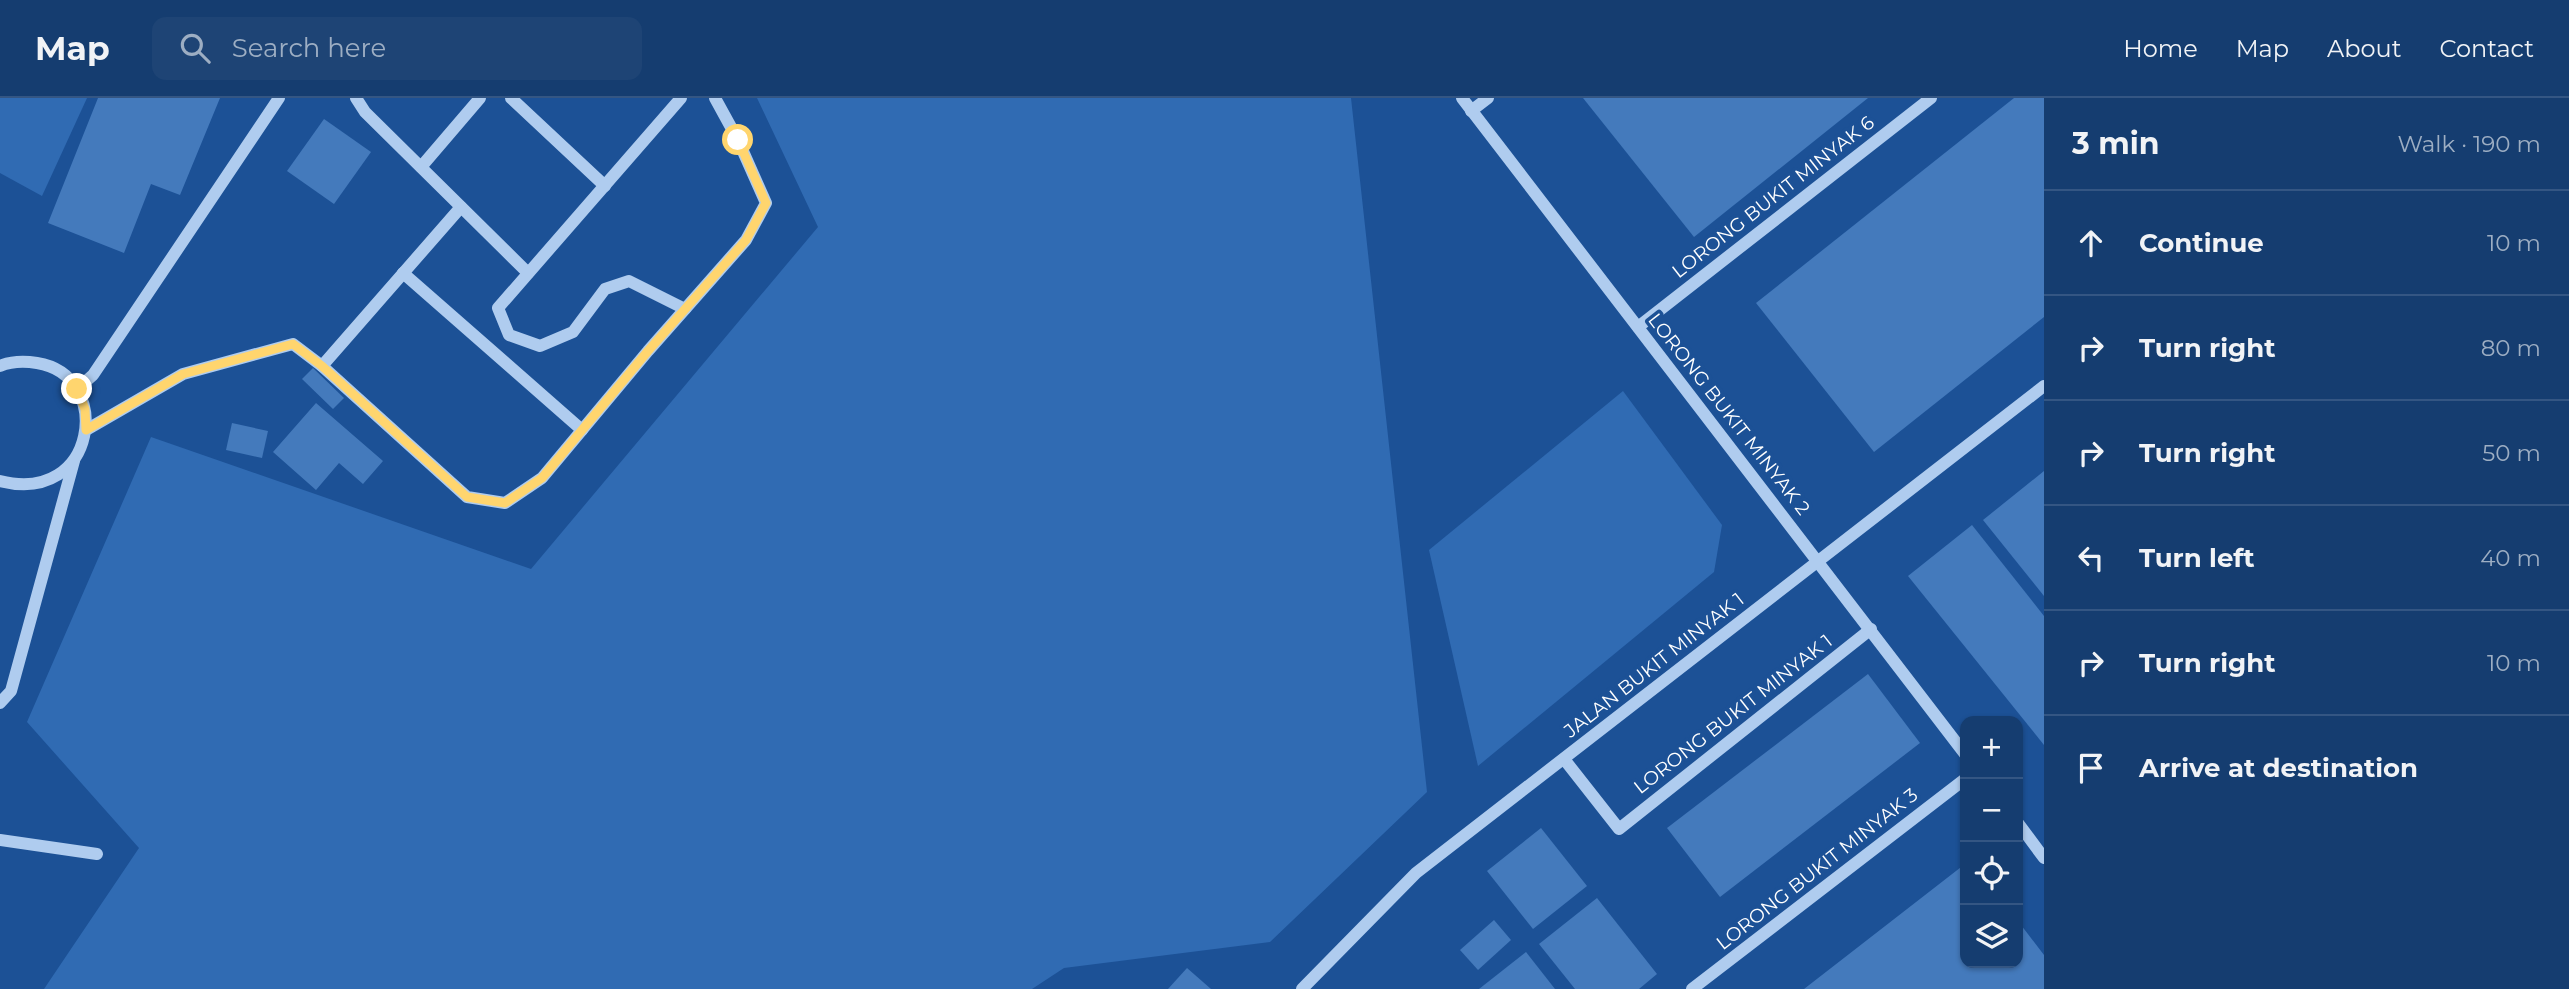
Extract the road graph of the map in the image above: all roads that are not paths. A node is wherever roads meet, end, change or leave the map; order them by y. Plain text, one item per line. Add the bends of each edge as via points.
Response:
1 (279, 98) edge
2 (356, 98) edge
3 (480, 98) edge
4 (511, 98) edge
5 (715, 98) edge
6 (1462, 98) edge
7 (1488, 98) edge
8 (1931, 98) edge
9 (678, 99) edge
10 (1471, 111) junction
11 (421, 167) junction
12 (605, 186) junction
13 (461, 207) junction
14 (528, 273) junction
15 (403, 274) junction
16 (685, 309) junction
17 (1638, 327) junction
18 (0, 366) edge
19 (322, 366) junction
20 (2044, 386) edge
21 (77, 389) junction
22 (86, 430) junction
23 (582, 430) junction
24 (74, 461) junction
25 (0, 481) edge
26 (1819, 561) junction
27 (1871, 629) junction
28 (0, 703) edge
29 (1960, 747) edge
30 (1564, 759) junction
31 (1960, 783) edge
32 (2023, 830) edge
33 (0, 840) edge
34 (97, 854) dead end
35 (2044, 858) edge
36 (1302, 989) edge
37 (1692, 989) edge

1 - 21 street via 93,375
2 - 11 street
3 - 11 street
4 - 12 street
5 - 16 street via 766,203 746,240
6 - 10 street, LORONG BUKIT MINYAK 2
7 - 10 street
8 - 17 street, LORONG BUKIT MINYAK 6
9 - 12 street
10 - 17 street, LORONG BUKIT MINYAK 2
11 - 13 street
12 - 14 street
13 - 14 street
13 - 15 street
14 - 16 street via 498,308 509,335 540,346 573,332 605,289 629,281
15 - 19 street
15 - 23 street
16 - 23 street
17 - 26 street, LORONG BUKIT MINYAK 2
18 - 21 street via 23,361 44,364 63,374
19 - 22 street via 293,344 183,374
19 - 23 street via 467,497 505,503 542,478
20 - 26 street, JALAN BUKIT MINYAK 1
21 - 22 street via 85,409
22 - 24 street
24 - 25 street via 39,484
24 - 28 street via 11,691
26 - 27 street, LORONG BUKIT MINYAK 2
26 - 30 street, JALAN BUKIT MINYAK 1
27 - 29 street, LORONG BUKIT MINYAK 2
27 - 30 street, LORONG BUKIT MINYAK 1 via 1619,829
30 - 36 street, JALAN BUKIT MINYAK 1 via 1416,873
31 - 37 street, LORONG BUKIT MINYAK 3
32 - 35 street
33 - 34 street

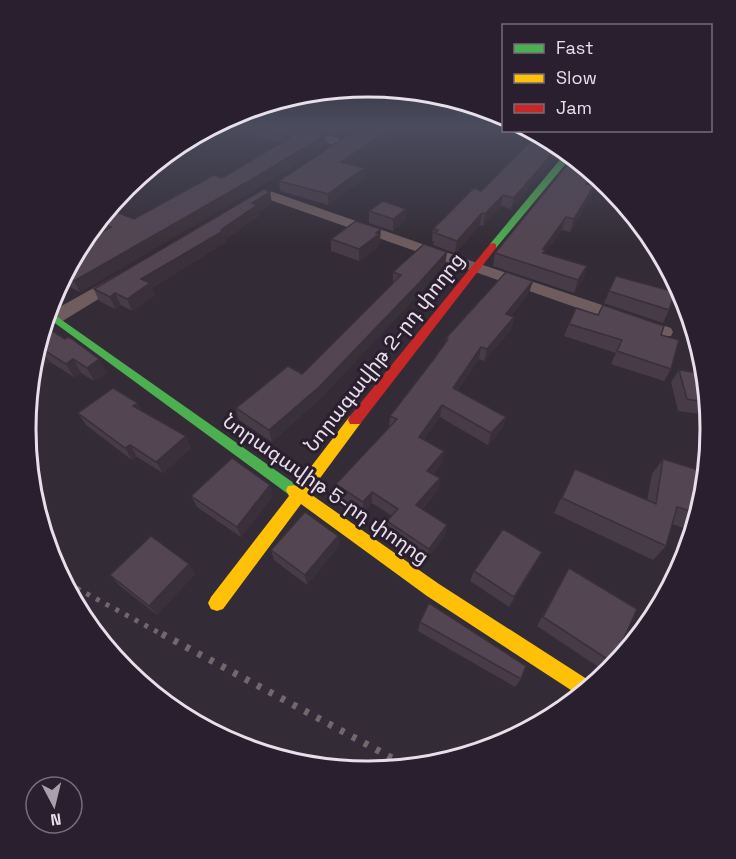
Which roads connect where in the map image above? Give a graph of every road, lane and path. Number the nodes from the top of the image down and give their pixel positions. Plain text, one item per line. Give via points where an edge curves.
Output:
1 (560, 165) edge
2 (283, 180) edge
3 (474, 268) junction
4 (134, 271) edge
5 (58, 312) edge
6 (55, 319) edge
7 (664, 332) edge
8 (298, 494) junction
9 (218, 603) dead end
10 (580, 684) edge

1 - 3 street, Նորագավիթ 2-րդ փողոց
2 - 3 street via 259,196
3 - 7 street
3 - 8 street, Նորագավիթ 2-րդ փողոց
4 - 5 street
6 - 8 street, Նորագավիթ 5-րդ փողոց
8 - 9 street, Նորագավիթ 2-րդ փողոց
8 - 10 street, Նորագավիթ 5-րդ փողոց via 433,590

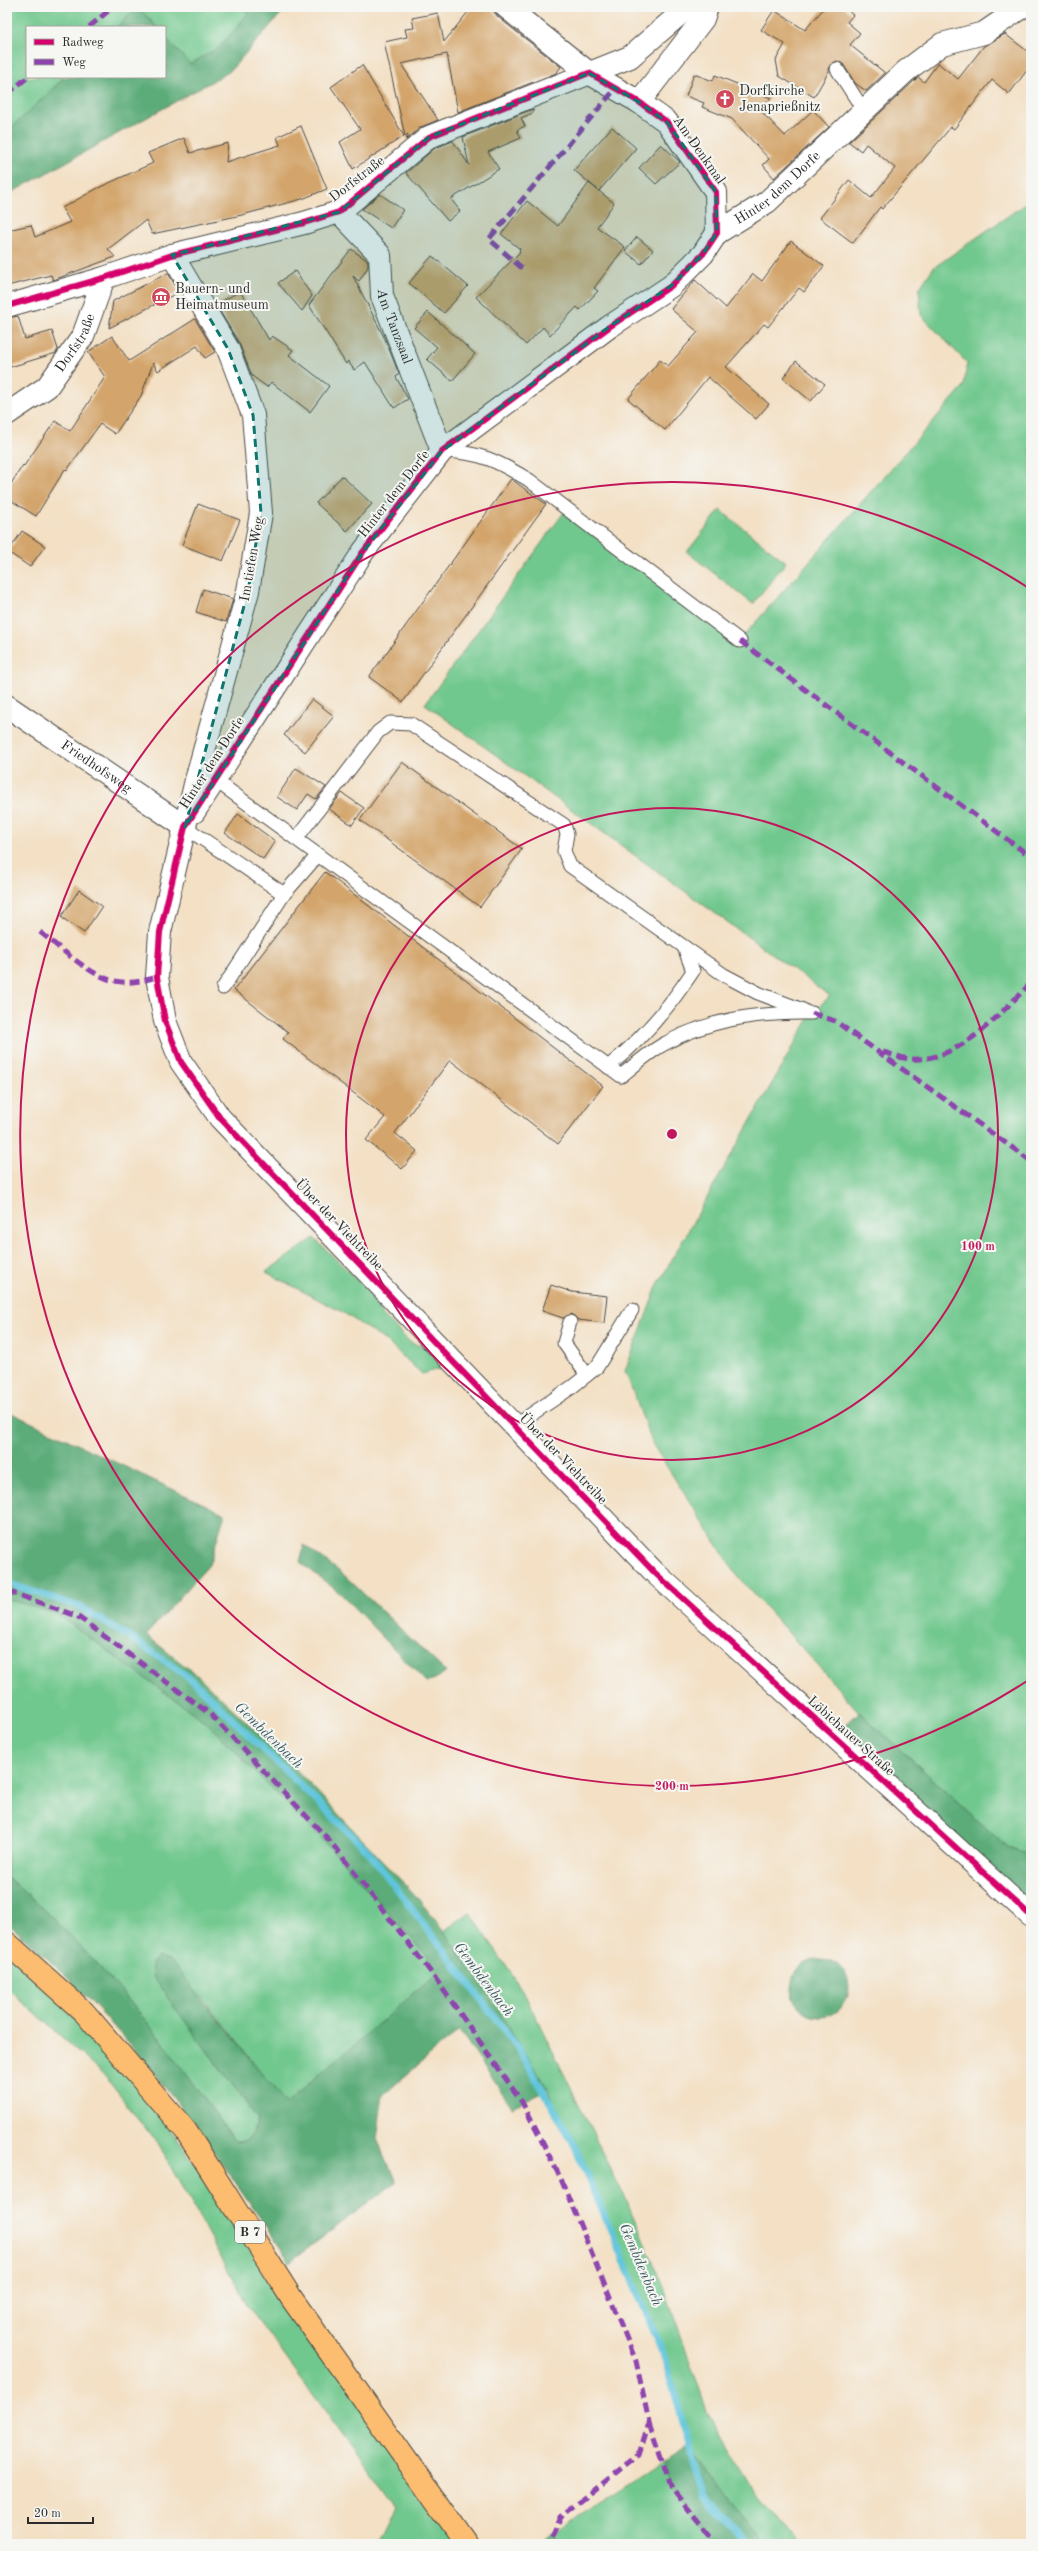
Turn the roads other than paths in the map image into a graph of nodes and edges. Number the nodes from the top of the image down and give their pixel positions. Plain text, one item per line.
1 (506, 7) edge
2 (688, 7) edge
3 (707, 7) edge
4 (1022, 7) edge
5 (837, 69) dead end
6 (589, 73) junction
7 (639, 102) junction
8 (864, 111) junction
9 (339, 212) junction
10 (717, 233) junction
11 (172, 255) junction
12 (104, 278) junction
13 (7, 306) edge
14 (7, 414) edge
15 (442, 451) junction
16 (740, 641) dead end
17 (7, 706) edge
18 (215, 780) junction
19 (185, 827) junction
20 (296, 839) junction
21 (318, 855) junction
22 (284, 894) junction
23 (684, 947) junction
24 (222, 988) dead end
25 (608, 1067) junction
26 (632, 1310) dead end
27 (570, 1322) dead end
28 (587, 1375) junction
29 (514, 1426) junction
30 (655, 1572) joint
31 (1031, 1916) edge
32 (7, 1943) edge
33 (466, 2544) edge

1 - 6 street, Am Denkmal
2 - 6 street, Dorfstraße
3 - 7 street
4 - 8 street, Hinter dem Dorfe
5 - 8 lane
6 - 7 street, Am Denkmal
6 - 9 street, Dorfstraße
7 - 10 street, Am Denkmal
8 - 10 street, Hinter dem Dorfe
9 - 11 street, Dorfstraße
9 - 15 street, Am Tanzsaal
10 - 15 street, Hinter dem Dorfe
11 - 12 street, Dorfstraße
11 - 19 street, Im tiefen Weg
12 - 13 street
12 - 14 street, Dorfstraße
15 - 16 lane
15 - 18 street, Hinter dem Dorfe
17 - 19 street, Friedhofsweg
18 - 19 street, Hinter dem Dorfe
18 - 20 lane
19 - 22 lane
19 - 29 street, Über der Viehtreibe
20 - 21 lane
20 - 23 lane
21 - 22 lane
21 - 25 lane
22 - 24 lane
23 - 25 lane
23 - 25 lane
26 - 28 lane, Über der Viehtreibe
27 - 28 lane
28 - 29 lane, Über der Viehtreibe
29 - 30 street, Über der Viehtreibe
30 - 31 street, Löbichauer Straße
32 - 33 main road, B 7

────────────────────────────────────────

Only a number is wanted: how many lines of the data above contain "give"?

2